Hi i'd like to get doc_count when i did terms aggregation. here is example i used.
PUT sample
{
"mappings": {
"properties": {
"updateType": {"type": "keyword"},
"date": {"type": "date", "format": "epoch_millis"}
}
}
}
POST _bulk
{"index":{"_index":"sample", "_id":"1"}}
{"updateType":"insert", "date": 1664755200000}
{"index":{"_index":"sample", "_id":"2"}}
{"updateType":"insert", "date": 1664755201000}
{"index":{"_index":"sample", "_id":"3"}}
{"updateType":"update", "date": 1664755202000}
In this case, when i did terms aggregation to updateType with raw data, result was
GET sample/_search
{
"size": 0,
"aggs": {
"types": {
"terms": {
"field": "updateType",
"size": 10
}
}
}
}
"aggregations" : {
"types" : {
"doc_count_error_upper_bound" : 0,
"sum_other_doc_count" : 0,
"buckets" : [
{
"key" : "insert",
"doc_count" : 2
},
{
"key" : "update",
"doc_count" : 1
}
]
}
}
and with 1d interval date histogram, result was the same.
GET sample/_search
{
"size": 0,
"aggs": {
"times": {
"date_histogram": {
"field": "date",
"interval": "1d"
},
"aggs": {
"types": {
"terms": {
"field": "updateType",
"size": 10
}
}
}
}
}
}
"aggregations" : {
"times" : {
"buckets" : [
{
"key_as_string" : "1664755200000",
"key" : 1664755200000,
"doc_count" : 3,
"types" : {
"doc_count_error_upper_bound" : 0,
"sum_other_doc_count" : 0,
"buckets" : [
{
"key" : "insert",
"doc_count" : 2
},
{
"key" : "update",
"doc_count" : 1
}
]
}
}
]
}
}
this is fine so far. problem is when i roll up this index with 'updateType' terms aggregation with 1day interval and search it, result was like
"aggregations" : {
"types" : {
"doc_count_error_upper_bound" : 0,
"sum_other_doc_count" : 0,
"buckets" : [
{
"key" : "insert",
"doc_count" : 1
},
{
"key" : "update",
"doc_count" : 1
}
]
}
}
This is because there's 'insert' and 'updateType' documents during 1day interval. and it counts 1 document.

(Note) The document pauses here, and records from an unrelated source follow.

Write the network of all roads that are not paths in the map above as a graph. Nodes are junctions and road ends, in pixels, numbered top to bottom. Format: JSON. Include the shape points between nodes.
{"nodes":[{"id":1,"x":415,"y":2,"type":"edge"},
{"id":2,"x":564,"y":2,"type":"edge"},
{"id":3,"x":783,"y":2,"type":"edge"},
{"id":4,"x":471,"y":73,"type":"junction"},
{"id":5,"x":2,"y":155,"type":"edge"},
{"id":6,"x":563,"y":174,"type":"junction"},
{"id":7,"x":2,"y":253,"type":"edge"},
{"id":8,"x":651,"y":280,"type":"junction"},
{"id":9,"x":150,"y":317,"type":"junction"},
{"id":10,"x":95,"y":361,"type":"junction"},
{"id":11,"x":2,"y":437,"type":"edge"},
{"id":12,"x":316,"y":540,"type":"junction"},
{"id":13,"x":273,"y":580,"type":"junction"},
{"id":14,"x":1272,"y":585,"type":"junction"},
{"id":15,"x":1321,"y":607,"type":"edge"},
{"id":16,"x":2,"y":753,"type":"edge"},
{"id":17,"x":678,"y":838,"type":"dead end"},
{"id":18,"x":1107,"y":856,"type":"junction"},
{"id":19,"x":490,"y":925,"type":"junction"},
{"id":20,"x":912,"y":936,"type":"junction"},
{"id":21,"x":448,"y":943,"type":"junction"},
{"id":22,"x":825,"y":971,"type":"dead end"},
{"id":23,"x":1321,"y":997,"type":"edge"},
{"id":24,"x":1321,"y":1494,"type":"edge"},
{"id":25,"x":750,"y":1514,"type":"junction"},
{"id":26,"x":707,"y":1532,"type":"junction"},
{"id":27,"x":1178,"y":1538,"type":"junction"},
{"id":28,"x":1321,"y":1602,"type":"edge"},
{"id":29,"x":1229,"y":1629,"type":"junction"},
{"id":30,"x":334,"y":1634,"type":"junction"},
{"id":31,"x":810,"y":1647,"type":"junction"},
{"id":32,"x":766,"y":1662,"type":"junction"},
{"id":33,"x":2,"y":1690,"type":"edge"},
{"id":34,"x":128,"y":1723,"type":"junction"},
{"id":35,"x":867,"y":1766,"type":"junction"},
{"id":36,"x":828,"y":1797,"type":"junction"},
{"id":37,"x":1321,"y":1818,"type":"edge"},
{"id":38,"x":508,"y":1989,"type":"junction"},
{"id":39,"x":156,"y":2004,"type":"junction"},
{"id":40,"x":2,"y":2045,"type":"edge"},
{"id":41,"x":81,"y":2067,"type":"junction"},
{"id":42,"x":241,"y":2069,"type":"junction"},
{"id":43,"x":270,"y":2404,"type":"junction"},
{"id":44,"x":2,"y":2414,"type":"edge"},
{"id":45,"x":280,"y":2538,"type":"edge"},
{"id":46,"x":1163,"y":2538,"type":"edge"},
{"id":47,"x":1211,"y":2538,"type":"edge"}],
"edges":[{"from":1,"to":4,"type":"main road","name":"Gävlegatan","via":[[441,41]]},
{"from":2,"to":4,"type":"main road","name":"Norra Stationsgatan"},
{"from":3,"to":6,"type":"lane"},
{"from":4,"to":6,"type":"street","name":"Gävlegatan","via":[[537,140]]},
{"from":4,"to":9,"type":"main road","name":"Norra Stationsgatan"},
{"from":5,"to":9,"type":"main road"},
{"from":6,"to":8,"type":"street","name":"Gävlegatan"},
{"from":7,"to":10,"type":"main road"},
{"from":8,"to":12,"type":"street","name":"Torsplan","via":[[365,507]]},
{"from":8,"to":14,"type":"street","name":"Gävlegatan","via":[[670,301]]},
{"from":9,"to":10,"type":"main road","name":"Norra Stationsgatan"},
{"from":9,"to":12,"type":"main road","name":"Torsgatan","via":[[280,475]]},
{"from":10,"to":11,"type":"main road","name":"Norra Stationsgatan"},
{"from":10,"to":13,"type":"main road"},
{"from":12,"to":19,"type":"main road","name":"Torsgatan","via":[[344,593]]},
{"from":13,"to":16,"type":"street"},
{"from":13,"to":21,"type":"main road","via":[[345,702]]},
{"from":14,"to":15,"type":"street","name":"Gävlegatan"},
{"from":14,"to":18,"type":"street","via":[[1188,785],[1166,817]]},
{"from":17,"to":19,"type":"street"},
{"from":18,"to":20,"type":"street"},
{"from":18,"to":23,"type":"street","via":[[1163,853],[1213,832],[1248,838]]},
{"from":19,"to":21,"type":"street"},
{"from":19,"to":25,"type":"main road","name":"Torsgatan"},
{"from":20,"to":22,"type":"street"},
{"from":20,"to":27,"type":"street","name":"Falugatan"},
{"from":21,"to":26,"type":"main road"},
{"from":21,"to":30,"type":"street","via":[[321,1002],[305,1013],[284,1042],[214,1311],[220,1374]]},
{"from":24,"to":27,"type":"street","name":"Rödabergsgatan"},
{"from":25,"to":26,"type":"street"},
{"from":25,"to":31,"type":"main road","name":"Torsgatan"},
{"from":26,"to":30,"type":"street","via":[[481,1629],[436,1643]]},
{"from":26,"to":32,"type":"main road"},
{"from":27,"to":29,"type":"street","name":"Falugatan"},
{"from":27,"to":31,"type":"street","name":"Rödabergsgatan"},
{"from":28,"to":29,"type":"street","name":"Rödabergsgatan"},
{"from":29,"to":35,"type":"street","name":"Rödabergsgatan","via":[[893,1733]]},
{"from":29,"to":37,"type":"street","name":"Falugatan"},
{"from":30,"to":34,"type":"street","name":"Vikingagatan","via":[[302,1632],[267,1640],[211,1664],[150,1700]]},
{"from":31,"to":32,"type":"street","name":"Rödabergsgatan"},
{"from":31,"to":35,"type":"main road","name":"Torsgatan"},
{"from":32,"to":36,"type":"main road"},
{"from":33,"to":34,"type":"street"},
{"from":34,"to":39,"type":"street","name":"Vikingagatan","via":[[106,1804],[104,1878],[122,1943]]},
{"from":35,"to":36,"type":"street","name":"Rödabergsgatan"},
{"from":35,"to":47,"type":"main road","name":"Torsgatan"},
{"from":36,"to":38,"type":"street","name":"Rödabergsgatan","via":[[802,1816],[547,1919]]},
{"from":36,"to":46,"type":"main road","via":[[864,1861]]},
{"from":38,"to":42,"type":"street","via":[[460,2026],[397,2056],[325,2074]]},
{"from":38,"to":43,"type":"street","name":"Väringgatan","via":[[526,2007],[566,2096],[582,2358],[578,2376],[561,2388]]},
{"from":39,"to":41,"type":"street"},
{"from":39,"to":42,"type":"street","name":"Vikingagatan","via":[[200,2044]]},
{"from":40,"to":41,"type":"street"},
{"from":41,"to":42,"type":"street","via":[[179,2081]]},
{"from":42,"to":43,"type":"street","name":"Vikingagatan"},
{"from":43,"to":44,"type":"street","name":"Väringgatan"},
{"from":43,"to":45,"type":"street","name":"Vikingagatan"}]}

However, I want the number!! The doc_count !! That's the important value to me.
I searched a lot. And get a good alternative method.
"dimensions": [
{
"date_histogram": {
"source_field": "date",
"fixed_interval": "60m"
}
},
{
"terms": {
"source_field": "updateType"
}
}
],
"metrics": [
{
"source_field": "date",
"metrics": [
{
"value_count": {}
},
{
"sum": {}
}
]
},
{
"source_field": "updateType",
"metrics": [
{
"value_count": {}
}
]
}
]
I added 'updateType' value_count metrics which can be added even if it's field type is not a numerics.
and i request like this.
GET example_rollup2/_search
{
"size": 0,
"aggs": {
"types": {
"terms": {
"field": "updateType",
"size": 10
},
"aggs": {
"count": {
"value_count": {
"field": "updateType"
}
}
}
}
}
}
and then response comes with like below.
"aggregations" : {
"types" : {
"doc_count_error_upper_bound" : 0,
"sum_other_doc_count" : 0,
"buckets" : [
{
"key" : "insert",
"doc_count" : 1,
"count" : {
"value" : 2
}
},
{
"key" : "update",
"doc_count" : 1,
"count" : {
"value" : 1
}
}
]
}
}
Problem seems completely solved. But it's not...
I also want to visualize this rolled up index with kibana.
But in kibana visualization, there's no way to process metrics aggregation in buckets of terms aggregation.
So i'm back to square one...
Question is, How can i get terms aggregation doc_count in rolled up index ? ?